Provided records below:
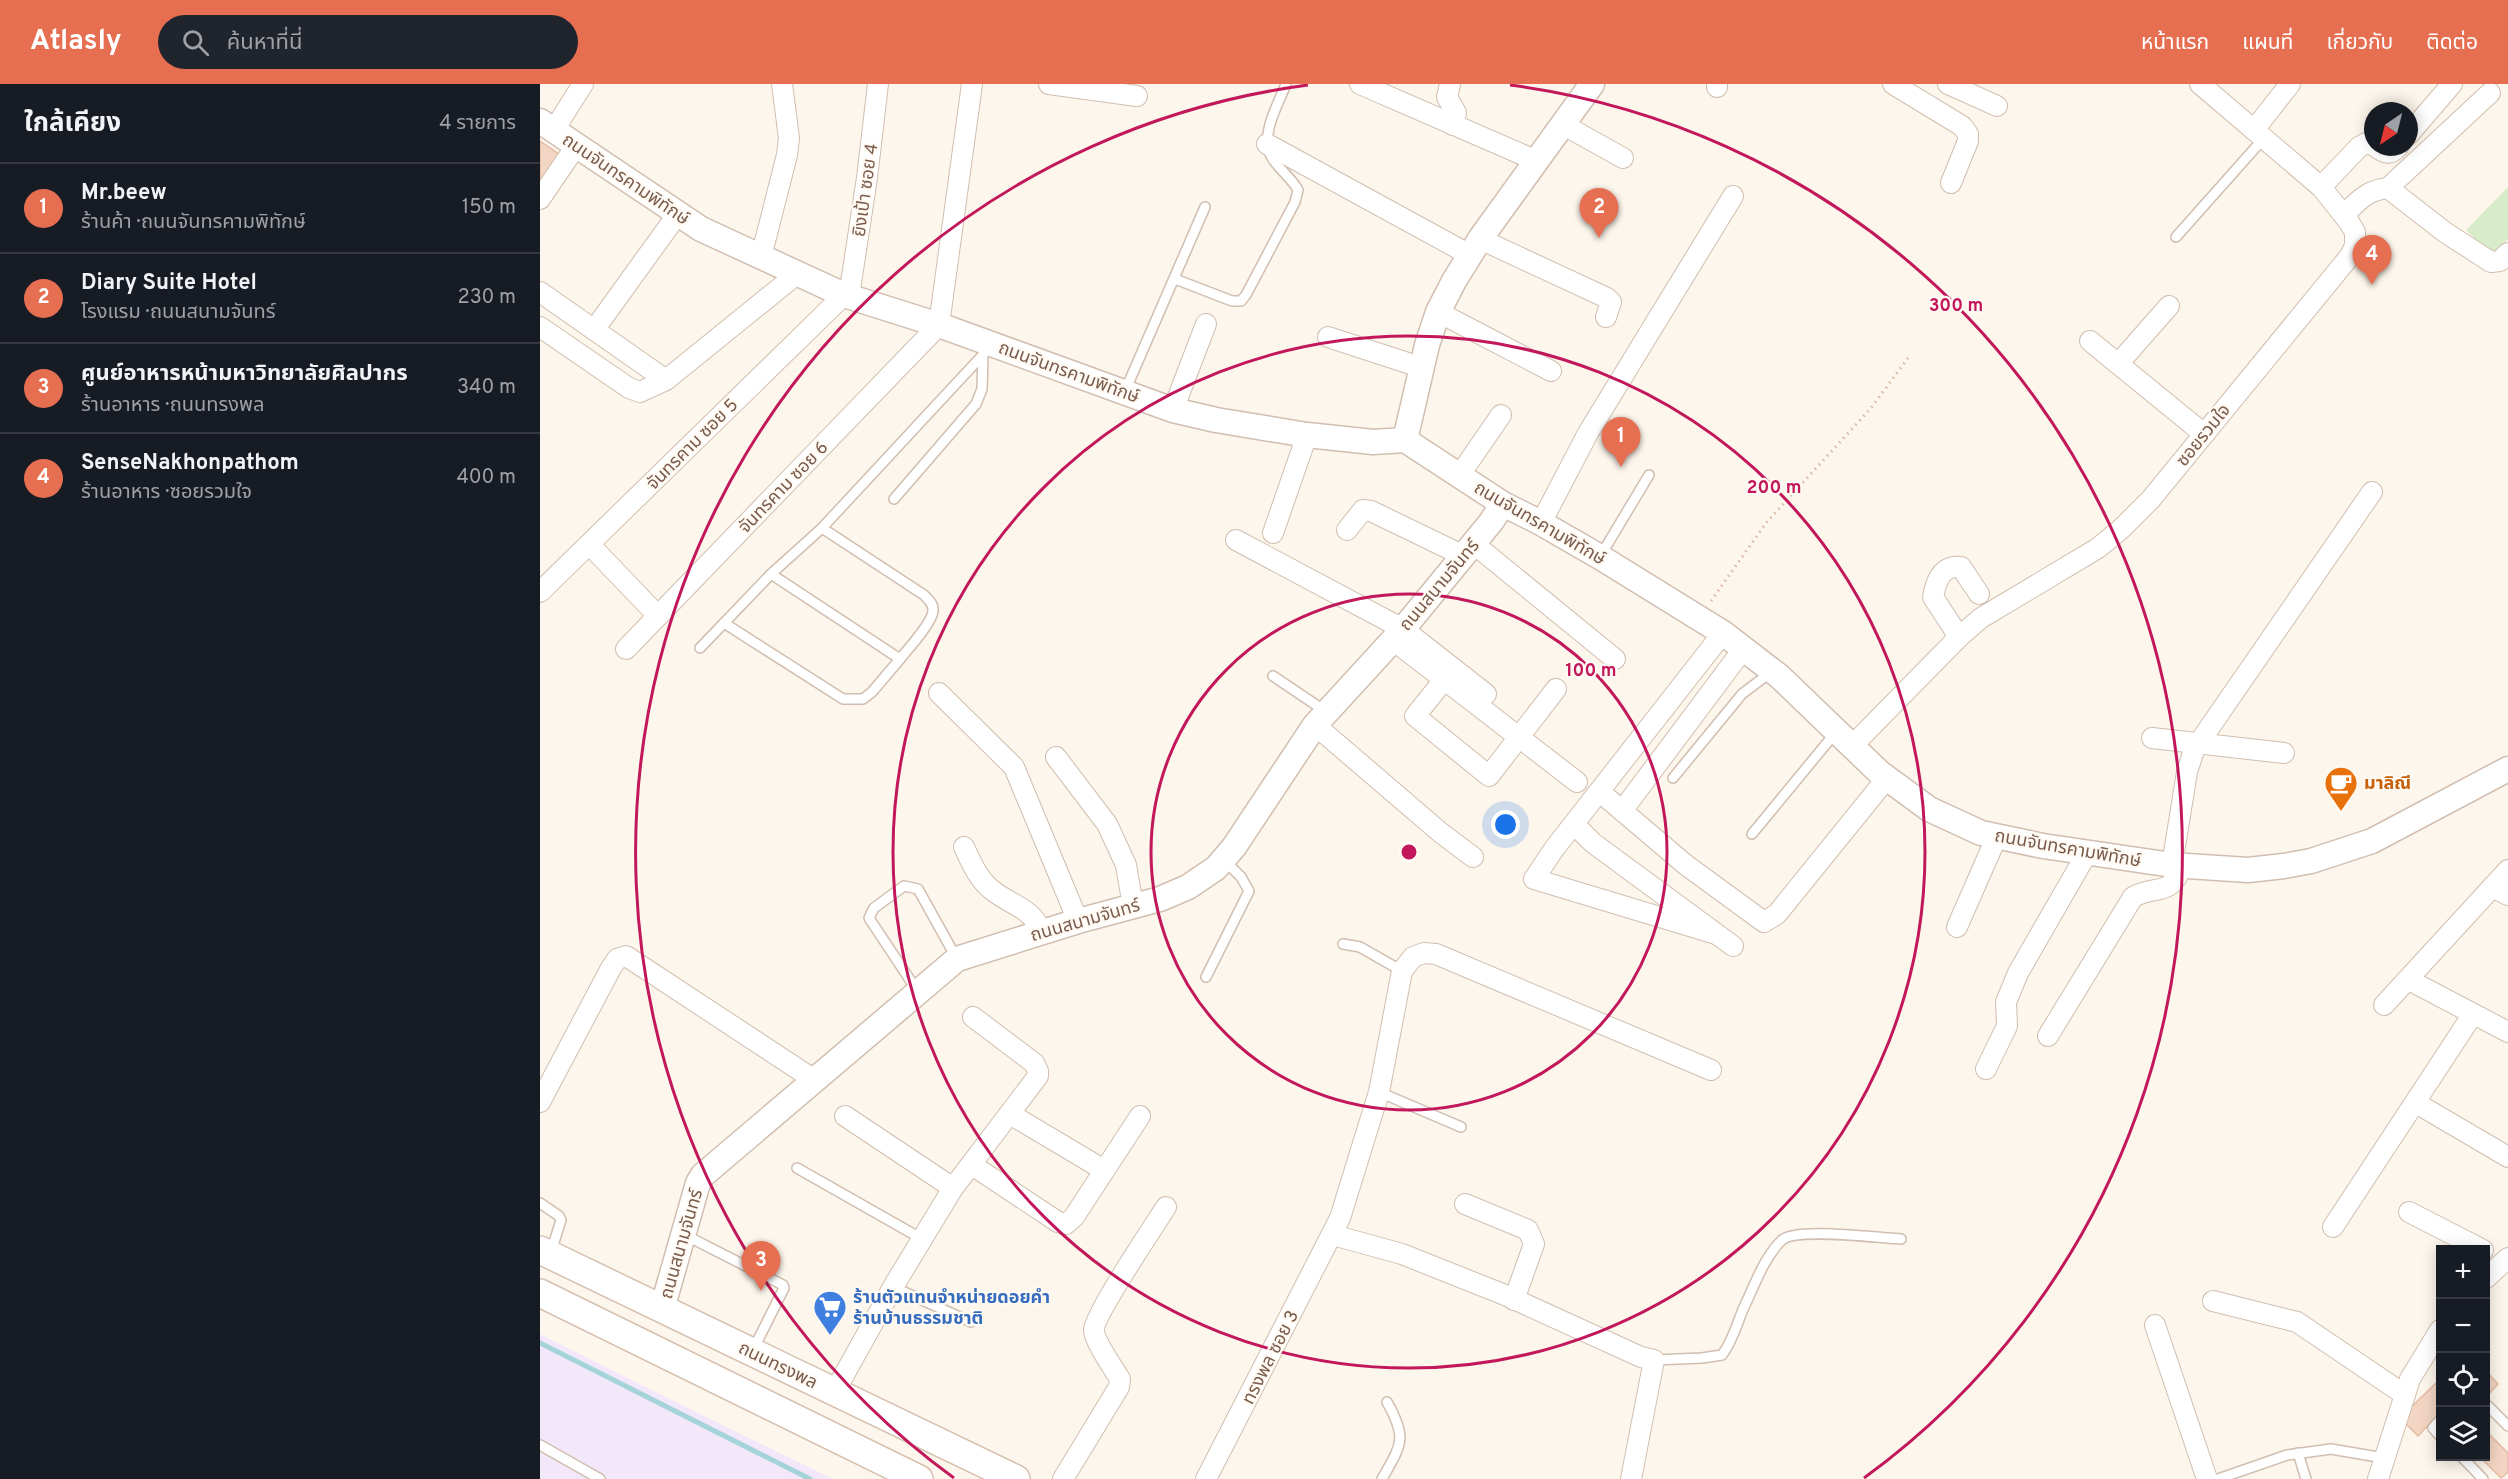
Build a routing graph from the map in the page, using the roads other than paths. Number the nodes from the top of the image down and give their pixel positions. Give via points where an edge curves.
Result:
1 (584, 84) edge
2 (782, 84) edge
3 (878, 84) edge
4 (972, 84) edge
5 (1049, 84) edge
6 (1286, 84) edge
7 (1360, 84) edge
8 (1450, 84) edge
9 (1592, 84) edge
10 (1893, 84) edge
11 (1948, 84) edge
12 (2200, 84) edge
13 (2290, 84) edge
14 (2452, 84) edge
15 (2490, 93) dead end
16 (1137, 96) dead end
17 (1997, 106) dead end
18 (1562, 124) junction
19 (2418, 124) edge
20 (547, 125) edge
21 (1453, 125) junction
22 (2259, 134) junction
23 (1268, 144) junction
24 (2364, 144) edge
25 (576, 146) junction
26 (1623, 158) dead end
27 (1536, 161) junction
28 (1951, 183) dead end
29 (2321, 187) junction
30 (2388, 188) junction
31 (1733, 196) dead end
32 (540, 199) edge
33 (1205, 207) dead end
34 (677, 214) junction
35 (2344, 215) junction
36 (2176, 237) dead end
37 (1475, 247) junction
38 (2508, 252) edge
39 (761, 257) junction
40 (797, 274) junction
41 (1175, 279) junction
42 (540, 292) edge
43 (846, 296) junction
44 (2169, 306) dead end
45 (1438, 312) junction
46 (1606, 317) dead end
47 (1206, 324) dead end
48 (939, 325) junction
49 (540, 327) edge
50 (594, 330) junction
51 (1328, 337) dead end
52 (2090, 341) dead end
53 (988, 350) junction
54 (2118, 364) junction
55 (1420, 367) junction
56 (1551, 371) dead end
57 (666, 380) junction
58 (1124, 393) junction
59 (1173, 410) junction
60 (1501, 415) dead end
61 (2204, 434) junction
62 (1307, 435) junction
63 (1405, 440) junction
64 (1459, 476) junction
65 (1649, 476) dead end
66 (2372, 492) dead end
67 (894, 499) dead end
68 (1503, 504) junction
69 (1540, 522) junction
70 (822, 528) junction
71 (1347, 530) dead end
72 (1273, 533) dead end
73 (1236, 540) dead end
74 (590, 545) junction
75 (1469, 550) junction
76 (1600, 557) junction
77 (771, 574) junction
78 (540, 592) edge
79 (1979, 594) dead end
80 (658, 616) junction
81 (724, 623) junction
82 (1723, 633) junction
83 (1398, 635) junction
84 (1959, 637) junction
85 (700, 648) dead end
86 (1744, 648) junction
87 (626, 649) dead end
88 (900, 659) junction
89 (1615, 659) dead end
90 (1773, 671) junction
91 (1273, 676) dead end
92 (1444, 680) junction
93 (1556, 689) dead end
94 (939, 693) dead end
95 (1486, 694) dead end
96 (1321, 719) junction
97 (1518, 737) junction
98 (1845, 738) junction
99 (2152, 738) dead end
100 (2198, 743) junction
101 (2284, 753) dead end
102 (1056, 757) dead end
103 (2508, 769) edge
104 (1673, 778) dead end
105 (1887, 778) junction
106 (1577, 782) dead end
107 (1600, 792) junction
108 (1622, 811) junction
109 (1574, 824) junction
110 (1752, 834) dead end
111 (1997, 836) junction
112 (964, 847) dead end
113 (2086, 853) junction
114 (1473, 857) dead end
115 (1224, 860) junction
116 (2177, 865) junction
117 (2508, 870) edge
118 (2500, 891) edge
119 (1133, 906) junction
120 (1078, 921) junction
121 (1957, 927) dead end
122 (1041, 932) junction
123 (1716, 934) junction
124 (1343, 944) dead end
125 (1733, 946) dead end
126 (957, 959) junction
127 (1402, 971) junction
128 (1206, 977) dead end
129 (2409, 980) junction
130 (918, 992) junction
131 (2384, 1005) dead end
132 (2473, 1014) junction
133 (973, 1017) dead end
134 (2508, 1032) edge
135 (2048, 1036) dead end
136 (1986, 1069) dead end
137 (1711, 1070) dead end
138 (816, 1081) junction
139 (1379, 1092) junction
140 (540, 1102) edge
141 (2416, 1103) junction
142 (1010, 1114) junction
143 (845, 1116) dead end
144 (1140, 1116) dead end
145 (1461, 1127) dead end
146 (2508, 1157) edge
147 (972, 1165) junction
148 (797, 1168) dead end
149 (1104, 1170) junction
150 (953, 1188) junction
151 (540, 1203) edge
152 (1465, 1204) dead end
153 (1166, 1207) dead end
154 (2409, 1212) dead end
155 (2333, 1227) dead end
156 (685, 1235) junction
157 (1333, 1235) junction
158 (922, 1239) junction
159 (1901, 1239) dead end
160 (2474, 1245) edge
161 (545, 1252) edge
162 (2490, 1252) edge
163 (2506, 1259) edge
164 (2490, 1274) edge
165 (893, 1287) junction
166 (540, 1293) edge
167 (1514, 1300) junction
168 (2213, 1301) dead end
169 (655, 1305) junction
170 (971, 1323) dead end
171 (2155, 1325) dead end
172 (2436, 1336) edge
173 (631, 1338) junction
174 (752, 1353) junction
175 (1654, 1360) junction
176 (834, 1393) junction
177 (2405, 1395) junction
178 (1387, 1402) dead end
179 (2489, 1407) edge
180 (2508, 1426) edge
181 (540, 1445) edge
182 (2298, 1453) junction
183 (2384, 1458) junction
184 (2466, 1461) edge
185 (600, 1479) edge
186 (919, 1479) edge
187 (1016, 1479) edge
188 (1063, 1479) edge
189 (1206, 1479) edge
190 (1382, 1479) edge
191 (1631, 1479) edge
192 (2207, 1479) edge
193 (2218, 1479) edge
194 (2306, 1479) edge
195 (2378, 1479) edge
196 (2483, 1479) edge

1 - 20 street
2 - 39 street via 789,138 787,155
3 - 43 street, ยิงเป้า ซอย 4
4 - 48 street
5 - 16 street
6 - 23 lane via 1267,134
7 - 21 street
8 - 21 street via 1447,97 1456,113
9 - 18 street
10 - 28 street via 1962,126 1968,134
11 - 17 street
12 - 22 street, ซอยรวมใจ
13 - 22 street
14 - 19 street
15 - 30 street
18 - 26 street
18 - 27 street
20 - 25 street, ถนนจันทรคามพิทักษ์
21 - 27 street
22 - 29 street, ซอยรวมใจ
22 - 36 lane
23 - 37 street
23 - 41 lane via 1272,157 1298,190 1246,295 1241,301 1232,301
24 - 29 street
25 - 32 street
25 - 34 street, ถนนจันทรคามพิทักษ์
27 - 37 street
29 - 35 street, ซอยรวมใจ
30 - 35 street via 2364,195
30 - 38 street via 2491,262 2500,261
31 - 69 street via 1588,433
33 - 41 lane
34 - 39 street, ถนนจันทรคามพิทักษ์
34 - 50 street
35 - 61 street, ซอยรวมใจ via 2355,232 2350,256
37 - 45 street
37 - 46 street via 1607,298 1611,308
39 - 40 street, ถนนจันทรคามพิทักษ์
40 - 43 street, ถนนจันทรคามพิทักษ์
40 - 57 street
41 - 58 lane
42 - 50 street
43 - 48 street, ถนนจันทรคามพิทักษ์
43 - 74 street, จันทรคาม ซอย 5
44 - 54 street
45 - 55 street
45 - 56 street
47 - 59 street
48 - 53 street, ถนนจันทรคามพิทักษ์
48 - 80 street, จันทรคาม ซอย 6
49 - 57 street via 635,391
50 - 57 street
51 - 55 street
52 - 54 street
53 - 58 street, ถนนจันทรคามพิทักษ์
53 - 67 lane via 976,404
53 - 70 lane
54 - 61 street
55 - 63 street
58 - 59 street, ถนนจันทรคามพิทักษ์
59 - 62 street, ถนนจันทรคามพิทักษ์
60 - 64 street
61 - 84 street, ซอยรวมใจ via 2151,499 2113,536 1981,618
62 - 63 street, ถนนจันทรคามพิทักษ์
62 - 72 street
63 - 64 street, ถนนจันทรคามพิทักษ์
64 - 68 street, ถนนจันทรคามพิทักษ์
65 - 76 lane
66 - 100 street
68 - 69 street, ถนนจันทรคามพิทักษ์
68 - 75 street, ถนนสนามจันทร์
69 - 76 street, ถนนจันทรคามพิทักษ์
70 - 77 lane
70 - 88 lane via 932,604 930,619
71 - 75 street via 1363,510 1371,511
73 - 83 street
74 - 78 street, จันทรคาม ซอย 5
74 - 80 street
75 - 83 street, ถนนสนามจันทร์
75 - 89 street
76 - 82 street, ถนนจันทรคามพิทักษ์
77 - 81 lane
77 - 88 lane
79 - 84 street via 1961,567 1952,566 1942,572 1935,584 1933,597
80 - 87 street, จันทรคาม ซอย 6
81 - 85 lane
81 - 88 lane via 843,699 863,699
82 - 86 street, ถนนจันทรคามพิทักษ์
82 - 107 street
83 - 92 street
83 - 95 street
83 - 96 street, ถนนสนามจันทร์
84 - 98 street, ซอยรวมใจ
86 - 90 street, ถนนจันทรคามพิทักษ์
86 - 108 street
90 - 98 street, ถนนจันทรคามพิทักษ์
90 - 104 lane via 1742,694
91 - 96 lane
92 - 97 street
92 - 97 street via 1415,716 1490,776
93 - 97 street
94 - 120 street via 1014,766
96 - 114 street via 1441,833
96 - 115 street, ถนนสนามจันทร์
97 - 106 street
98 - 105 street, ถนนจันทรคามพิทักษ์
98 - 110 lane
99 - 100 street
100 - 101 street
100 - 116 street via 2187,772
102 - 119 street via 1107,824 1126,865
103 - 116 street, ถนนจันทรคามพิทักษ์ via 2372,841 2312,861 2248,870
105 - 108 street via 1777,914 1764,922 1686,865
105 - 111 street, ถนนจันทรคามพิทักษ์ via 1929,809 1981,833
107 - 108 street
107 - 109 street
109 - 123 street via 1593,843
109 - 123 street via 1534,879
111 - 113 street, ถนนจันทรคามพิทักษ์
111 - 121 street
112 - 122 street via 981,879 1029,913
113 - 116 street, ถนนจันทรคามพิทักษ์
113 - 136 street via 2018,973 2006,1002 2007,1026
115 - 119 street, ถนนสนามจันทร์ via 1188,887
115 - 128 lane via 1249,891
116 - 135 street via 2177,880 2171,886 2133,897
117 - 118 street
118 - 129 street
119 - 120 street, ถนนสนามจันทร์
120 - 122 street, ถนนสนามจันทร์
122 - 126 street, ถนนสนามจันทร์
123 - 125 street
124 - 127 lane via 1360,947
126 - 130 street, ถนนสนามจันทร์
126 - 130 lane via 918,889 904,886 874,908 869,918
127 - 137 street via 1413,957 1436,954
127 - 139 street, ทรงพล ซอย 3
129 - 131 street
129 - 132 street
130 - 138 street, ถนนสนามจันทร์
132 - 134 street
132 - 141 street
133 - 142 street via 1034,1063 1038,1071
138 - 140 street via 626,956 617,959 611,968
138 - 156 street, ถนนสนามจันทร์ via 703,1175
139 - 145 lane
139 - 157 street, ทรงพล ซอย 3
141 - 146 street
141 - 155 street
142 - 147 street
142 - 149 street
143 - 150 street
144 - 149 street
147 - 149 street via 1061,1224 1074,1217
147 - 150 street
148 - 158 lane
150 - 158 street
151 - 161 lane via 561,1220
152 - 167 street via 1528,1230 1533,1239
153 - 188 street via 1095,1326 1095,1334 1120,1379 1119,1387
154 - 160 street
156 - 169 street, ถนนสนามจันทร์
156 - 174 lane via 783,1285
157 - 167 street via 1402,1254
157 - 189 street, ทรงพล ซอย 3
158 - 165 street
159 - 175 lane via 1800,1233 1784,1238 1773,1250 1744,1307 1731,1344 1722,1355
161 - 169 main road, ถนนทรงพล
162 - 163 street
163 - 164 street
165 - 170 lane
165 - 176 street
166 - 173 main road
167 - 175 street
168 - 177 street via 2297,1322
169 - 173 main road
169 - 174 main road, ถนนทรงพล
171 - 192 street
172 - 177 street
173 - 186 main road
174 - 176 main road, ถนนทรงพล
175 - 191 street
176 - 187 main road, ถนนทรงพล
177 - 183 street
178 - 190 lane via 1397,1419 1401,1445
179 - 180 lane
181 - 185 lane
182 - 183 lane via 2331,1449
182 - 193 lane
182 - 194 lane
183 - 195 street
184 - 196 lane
End of Provided records.
## Task statement
If a line above contains the word "main", list it.

## Solution below
161 - 169 main road, ถนนทรงพล
166 - 173 main road
169 - 173 main road
169 - 174 main road, ถนนทรงพล
173 - 186 main road
174 - 176 main road, ถนนทรงพล
176 - 187 main road, ถนนทรงพล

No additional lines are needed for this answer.